So a week or so ago I wrote a toy Mandelbrot
generator for the BBC Micro, capable of
using 2.6-bit fixed point arithmetic to draw a pretty terrible
vaguely-Mandelbroid image in twelve seconds. That program is now obsolete:
the very poorly named Bogomandel is capable of drawing pretty good *actual*
Mandelbrot and Julia images, at higher precision, faster. Here it is.

**Update!** I managed to squeeze an extra two bits of precision out of the
number representation. There’s a bit of a performance penalty, but it’s
possible to zoom all the way in to 0.25 now!

(This is a recording of it running in real time on an emulated BBC Master: a 2MHz 65C02-based machine with 128kB of RAM.)

Run it for yourself in the comfort and privacy of your own web browser, using the Jsbeeb BBC Micro emulator!

See the code on Github.

## ⇡Introduction

So the story behind the program is that as I was feeling pretty smug about myself for having rendered fractals at an unprecedentedly fast speed on the BBC Micro, I was chatting to someone about it on the vcfed forums. They, going by the handle reenigne (a.k.a. Andrew Jenner) — one of the minds behind the seminal 8088mph demo — came up with a cunning trick for using tables of squares to speed up Mandelbrot calculations; but that was on the 8088, which has vastly more memory and a generally more 16-bit friendly instruction set than the 6502. So I’d written off the 6502 for high-speed 16-bit fractals.

What happened was that reenigne came up with an idea for using *thirteen* bit
integers, with 4.9 bit fixed point… and then handed me a 65C02 calculation
kernel which was pretty much ready to drop into my program.

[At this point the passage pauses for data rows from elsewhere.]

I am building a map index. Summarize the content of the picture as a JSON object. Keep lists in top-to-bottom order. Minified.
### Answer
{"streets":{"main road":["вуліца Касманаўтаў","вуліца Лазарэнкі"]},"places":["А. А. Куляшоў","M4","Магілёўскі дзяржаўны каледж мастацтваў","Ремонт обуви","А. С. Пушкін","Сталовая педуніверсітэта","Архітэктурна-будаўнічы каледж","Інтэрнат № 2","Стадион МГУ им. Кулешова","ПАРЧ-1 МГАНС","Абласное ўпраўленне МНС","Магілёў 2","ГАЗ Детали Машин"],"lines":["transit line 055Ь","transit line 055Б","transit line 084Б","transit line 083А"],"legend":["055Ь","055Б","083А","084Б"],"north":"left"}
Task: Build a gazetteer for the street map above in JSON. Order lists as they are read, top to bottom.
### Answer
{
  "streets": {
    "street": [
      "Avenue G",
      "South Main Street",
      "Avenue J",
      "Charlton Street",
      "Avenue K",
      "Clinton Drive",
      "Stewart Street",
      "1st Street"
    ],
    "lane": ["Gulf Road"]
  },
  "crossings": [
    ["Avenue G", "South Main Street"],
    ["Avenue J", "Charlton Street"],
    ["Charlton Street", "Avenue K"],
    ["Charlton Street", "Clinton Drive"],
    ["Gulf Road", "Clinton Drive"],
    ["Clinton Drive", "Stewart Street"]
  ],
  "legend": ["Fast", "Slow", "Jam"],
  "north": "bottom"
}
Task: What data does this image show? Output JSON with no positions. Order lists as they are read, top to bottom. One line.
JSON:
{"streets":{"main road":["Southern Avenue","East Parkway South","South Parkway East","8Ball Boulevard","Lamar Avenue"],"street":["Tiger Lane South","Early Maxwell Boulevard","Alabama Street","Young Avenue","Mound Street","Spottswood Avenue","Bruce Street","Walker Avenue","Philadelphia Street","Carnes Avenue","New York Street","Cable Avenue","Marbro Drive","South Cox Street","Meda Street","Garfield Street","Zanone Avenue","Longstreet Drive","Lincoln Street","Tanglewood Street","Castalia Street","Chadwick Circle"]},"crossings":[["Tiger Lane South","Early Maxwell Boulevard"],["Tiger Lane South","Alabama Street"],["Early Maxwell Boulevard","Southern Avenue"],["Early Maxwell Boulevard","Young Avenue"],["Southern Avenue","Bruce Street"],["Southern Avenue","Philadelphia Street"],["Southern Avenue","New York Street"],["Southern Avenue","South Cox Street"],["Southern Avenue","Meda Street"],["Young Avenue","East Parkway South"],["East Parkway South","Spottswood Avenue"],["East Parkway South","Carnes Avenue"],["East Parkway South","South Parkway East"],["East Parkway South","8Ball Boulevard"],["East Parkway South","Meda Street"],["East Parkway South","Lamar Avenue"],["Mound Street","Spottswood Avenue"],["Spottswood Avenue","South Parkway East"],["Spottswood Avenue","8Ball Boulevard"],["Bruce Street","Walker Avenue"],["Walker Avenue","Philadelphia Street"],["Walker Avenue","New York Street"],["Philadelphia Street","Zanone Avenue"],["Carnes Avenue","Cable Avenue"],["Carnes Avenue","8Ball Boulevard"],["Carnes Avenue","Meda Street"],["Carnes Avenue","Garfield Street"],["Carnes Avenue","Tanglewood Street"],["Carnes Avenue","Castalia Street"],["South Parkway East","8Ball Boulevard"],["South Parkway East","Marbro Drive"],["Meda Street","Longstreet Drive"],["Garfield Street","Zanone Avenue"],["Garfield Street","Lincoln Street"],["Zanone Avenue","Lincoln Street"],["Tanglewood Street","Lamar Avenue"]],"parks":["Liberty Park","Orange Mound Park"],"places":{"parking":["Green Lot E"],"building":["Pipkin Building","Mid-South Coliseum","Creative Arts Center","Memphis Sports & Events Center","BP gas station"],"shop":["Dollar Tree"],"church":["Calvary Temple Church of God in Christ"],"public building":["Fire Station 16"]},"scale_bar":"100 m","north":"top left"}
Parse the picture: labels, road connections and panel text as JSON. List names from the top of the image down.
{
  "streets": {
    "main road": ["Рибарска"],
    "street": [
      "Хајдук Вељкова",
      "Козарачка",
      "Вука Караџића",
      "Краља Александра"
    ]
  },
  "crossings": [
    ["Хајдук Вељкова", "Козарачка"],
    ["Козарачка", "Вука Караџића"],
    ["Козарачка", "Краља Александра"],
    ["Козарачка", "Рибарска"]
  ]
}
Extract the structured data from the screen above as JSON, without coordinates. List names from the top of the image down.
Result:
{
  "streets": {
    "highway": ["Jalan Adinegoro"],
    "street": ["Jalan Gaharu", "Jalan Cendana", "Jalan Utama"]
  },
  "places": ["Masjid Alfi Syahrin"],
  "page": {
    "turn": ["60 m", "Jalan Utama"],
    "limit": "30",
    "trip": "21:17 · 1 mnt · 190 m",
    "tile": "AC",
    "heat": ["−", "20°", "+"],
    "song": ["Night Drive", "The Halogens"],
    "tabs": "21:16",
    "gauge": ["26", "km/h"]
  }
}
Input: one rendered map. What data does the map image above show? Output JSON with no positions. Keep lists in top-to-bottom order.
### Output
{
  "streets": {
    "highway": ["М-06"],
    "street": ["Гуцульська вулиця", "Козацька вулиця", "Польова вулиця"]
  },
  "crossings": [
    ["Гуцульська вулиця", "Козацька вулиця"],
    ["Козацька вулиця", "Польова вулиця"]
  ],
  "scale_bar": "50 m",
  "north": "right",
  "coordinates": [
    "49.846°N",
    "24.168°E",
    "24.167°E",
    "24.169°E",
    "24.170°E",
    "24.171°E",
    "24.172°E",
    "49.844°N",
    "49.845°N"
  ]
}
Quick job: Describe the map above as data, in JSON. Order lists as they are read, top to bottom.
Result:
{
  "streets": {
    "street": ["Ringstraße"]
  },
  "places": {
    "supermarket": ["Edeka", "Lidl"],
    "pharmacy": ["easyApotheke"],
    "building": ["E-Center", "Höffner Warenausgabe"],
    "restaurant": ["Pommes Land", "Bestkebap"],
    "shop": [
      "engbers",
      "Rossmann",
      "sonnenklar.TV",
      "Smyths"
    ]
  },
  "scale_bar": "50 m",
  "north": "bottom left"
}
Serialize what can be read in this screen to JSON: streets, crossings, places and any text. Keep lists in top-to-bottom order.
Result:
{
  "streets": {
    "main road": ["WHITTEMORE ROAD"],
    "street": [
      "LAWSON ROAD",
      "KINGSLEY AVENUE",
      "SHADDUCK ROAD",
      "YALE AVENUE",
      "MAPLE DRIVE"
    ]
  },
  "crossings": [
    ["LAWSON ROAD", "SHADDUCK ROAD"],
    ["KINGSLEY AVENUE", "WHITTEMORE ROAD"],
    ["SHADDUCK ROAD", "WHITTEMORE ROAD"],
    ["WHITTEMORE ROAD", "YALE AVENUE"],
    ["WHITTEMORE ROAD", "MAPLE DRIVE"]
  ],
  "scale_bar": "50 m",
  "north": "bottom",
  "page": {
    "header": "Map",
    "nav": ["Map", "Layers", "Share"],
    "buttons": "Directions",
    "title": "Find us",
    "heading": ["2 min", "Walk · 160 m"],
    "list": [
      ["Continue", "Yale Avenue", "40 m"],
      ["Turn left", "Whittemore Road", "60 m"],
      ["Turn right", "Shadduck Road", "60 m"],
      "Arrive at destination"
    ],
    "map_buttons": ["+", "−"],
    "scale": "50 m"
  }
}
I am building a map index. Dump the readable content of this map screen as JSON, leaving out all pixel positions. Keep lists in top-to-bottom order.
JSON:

The use of thirteen bit integers was game changing, and I’m going to explain why, because it’s really interesting.

## ⇡Mandelbrots

A quick recap: Mandelbrots are graphs of the complex plane, with real numbers
along the \(x\) axis and imaginary numbers along the \(y\) axis. To determine
the colour of any given point \(c\), then the simplified version is that I
start with \(z = c = x + yi\) and count the number of iterations of \(z' =
z^2 + c\) until \(|z| > 2\). (With an upper limit, as points inside the set
will *never* reach that point.)

I, however, am but a simple software engineer and don’t understand complex numbers, so I prefer to think of \(z\) as \(z_r + z_i i\). Expanding (and remembering that \(i^2 = -1\)) leads to this:

\[\begin{align} z' = z'_r + z'_i i &= z^2 + c \\ &= (z_r + z_i i)^2 + c_r + c_i i \\ & = z_r^2 + 2 z_r z_i i + z_i^2 i^2 + c_r + c_i i \\ & = z_r^2 + 2 z_r z_i i - z_i^2 + c_r + c_i i \\ \end{align}\]I can then extract real and imaginary parts, leading to the much more software-friendly:

\[\begin{align} z'_r &= z_r^2 - z_i^2 + c_r \\ z'_i &= 2 z_r z_i + c_i \end{align}\]Drawing pictures of the Mandelbrot set (and the Julia set, I’ll get onto that later) is all about trying to compute this as quickly as is humanly possible.

## ⇡Fixed point and multiplication

My original program achieved this by having a gigantic lookup table of all
possible numbers multiplied by all possible other numbers. This was
achievable because my numbers were only eight bits wide, and the table was
therefore 64kB, which would fit in the BBC Master’s four paged RAM banks. I
used 2.6 fixed point arithmetic, which essentially means that I scale every
number up by \(2^6\); \(1.0\) is represented by the integer
`64`

.

Where this fell down was that my representation was very limited as to what
numbers it can represent. The *smallest* number possible was the integer `1`

,
which represented \(\frac{1}{64} \approx 0.016\); the *largest* number was
the integer `127`

(the top bit is used for the sign), which represented \(1
\frac{63}{64} \approx 1.98\).

Because my entire numberspace only contained 256 different numbers, I could only render images which were 256 pixels wide. Except it was worse; the computation of \(z'_r = z_r^2 - z_i^2 + c_r\) involves a large intermediate value which may be greater than \(1.98\), even though the end result might not be. So I was simply unable to render pixels where \(z_r\) or \(z_i\) were large enough where squaring them would cause an overflow. The resulting useful image is only 180x180.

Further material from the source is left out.